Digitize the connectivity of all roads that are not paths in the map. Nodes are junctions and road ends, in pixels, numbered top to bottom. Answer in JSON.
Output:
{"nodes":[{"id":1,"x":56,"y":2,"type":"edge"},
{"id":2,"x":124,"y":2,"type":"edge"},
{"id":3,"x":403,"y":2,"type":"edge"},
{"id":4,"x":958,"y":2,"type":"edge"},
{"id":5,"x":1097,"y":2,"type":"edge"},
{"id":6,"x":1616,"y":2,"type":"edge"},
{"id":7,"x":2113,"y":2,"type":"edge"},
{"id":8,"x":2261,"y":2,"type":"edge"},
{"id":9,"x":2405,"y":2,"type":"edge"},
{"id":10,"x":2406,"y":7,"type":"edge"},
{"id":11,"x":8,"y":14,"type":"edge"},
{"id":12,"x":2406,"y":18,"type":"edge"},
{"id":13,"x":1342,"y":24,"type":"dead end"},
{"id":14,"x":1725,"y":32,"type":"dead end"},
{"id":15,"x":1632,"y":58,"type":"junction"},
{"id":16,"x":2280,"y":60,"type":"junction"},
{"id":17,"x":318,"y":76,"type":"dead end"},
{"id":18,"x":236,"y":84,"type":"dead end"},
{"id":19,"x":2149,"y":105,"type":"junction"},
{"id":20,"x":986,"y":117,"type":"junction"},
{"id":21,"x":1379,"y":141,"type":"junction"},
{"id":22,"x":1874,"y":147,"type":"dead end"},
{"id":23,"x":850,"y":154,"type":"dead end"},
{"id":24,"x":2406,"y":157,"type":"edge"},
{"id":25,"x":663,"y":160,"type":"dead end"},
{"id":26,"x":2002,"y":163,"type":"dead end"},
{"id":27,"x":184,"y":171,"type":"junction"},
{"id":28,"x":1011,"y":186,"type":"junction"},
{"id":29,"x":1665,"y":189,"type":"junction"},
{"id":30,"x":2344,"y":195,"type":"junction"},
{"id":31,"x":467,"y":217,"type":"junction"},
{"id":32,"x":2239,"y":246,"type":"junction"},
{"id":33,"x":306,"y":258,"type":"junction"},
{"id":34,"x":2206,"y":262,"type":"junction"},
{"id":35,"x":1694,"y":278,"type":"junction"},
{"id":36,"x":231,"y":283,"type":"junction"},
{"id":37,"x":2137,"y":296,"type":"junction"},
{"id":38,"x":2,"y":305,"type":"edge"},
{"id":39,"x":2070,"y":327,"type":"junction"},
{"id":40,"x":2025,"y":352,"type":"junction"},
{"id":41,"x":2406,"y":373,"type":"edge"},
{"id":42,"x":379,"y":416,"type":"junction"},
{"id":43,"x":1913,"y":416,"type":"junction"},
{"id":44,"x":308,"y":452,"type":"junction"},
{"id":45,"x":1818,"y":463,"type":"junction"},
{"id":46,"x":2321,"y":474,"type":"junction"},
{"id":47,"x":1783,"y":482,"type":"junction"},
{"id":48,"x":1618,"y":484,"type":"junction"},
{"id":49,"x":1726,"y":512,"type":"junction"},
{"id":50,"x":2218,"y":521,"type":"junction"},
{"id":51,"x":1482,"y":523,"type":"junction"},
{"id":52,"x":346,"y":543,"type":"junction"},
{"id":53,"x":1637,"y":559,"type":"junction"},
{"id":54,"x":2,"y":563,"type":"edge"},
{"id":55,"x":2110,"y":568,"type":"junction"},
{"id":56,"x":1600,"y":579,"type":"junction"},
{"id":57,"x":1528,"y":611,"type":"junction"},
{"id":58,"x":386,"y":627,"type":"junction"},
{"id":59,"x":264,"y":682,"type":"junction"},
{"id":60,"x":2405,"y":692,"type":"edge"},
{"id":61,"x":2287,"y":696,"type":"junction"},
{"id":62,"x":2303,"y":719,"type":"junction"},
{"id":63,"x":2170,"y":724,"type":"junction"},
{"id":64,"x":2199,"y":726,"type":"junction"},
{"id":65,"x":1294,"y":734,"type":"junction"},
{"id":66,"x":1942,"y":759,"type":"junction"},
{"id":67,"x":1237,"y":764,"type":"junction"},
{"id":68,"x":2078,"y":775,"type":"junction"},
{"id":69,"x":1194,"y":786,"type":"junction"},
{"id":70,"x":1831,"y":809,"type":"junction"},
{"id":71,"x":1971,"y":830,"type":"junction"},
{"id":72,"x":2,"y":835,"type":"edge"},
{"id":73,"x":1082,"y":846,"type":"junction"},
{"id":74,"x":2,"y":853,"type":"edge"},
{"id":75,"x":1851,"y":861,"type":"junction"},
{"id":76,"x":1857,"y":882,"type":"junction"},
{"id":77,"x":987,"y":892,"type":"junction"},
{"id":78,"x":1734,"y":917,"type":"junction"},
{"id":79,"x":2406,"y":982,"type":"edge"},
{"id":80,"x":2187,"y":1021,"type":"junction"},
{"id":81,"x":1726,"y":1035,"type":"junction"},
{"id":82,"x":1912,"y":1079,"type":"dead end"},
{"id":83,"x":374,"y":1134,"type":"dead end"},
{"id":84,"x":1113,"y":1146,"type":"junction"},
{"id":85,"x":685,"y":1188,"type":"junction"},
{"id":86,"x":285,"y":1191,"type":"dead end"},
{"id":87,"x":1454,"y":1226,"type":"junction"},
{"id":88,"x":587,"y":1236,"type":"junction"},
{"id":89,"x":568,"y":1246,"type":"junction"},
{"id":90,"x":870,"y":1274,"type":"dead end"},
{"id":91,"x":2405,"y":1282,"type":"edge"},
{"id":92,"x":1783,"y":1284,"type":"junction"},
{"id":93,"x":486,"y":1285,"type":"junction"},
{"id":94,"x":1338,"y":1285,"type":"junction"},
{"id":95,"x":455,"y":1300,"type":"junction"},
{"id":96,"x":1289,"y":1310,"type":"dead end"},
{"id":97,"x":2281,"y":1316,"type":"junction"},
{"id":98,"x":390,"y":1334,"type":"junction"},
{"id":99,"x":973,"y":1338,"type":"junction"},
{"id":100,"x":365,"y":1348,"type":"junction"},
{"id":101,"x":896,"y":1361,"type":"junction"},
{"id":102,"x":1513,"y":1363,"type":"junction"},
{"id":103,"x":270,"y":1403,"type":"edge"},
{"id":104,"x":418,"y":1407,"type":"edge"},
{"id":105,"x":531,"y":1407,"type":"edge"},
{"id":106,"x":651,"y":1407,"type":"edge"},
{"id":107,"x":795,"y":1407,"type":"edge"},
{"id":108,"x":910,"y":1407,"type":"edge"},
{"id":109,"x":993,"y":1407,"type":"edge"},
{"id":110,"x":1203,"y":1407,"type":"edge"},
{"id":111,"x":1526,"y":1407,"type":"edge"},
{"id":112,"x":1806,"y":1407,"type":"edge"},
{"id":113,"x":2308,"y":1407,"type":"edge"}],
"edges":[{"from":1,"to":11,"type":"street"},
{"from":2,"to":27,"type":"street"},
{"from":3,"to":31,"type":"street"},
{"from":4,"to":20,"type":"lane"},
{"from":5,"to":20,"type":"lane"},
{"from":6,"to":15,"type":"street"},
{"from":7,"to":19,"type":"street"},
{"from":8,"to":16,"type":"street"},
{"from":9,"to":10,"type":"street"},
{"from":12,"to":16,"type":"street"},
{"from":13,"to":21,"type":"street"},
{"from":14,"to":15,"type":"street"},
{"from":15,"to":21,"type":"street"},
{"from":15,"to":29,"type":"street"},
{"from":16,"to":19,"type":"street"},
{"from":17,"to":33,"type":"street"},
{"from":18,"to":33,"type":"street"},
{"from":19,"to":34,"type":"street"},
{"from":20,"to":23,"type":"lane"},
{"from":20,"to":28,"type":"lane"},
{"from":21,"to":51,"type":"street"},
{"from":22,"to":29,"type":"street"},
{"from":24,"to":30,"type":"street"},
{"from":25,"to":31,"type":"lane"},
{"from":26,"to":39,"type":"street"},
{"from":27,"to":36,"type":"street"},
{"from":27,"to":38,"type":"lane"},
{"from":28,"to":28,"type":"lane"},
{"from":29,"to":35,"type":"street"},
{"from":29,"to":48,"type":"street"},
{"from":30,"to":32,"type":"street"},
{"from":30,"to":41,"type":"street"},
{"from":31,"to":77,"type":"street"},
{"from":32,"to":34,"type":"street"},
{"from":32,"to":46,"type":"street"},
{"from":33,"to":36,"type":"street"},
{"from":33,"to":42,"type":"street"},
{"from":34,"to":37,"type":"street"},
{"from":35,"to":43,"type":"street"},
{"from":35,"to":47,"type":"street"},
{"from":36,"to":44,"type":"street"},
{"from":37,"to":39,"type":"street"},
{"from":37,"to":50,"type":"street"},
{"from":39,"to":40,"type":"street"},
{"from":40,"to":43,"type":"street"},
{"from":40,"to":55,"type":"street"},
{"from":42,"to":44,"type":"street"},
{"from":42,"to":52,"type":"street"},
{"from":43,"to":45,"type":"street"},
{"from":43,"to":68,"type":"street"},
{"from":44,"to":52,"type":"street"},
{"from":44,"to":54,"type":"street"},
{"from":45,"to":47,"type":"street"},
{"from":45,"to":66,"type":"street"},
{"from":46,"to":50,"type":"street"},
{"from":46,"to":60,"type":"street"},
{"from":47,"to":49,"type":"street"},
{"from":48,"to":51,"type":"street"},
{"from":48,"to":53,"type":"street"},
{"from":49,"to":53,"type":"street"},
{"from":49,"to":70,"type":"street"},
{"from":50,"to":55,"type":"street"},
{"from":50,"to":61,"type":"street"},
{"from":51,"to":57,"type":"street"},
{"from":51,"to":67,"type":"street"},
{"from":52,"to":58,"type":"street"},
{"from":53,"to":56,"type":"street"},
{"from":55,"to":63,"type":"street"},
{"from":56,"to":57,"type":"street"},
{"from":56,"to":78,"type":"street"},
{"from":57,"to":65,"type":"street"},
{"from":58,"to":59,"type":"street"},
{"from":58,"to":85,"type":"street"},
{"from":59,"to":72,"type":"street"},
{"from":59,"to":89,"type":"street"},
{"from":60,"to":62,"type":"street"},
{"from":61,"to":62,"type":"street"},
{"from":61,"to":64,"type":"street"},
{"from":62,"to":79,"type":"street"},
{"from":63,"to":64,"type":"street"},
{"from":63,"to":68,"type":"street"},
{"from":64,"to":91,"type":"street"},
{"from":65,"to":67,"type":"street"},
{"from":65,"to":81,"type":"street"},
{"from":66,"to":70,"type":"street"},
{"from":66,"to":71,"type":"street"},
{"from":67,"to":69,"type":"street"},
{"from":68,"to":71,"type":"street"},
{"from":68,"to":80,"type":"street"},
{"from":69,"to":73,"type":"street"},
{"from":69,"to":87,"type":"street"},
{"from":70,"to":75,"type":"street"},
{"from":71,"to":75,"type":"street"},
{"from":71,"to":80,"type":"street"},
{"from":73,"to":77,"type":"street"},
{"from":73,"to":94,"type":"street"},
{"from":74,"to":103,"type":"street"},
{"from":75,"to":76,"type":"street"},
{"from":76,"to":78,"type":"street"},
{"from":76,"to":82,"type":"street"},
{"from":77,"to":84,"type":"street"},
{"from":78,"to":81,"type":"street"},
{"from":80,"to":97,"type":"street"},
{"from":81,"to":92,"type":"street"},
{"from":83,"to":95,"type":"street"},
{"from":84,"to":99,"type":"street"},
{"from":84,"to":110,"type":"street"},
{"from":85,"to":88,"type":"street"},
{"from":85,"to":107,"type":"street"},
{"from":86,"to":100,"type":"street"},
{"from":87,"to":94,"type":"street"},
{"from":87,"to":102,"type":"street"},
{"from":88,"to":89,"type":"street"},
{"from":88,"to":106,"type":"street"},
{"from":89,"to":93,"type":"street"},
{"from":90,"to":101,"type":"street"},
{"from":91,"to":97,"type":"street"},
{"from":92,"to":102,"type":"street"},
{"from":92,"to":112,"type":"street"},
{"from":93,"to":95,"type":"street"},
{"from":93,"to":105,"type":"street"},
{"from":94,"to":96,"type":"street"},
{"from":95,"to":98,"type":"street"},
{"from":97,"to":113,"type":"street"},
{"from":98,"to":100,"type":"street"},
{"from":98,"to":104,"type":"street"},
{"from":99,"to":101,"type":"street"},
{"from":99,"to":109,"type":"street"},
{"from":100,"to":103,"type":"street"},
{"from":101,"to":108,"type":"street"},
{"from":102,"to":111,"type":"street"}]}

*WHAT IS NEEDED*: Whenever the word "lane" shows up in a line of the entries, list that line.

*ANSWER SECTION*:
{"from":4,"to":20,"type":"lane"},
{"from":5,"to":20,"type":"lane"},
{"from":20,"to":23,"type":"lane"},
{"from":20,"to":28,"type":"lane"},
{"from":25,"to":31,"type":"lane"},
{"from":27,"to":38,"type":"lane"},
{"from":28,"to":28,"type":"lane"},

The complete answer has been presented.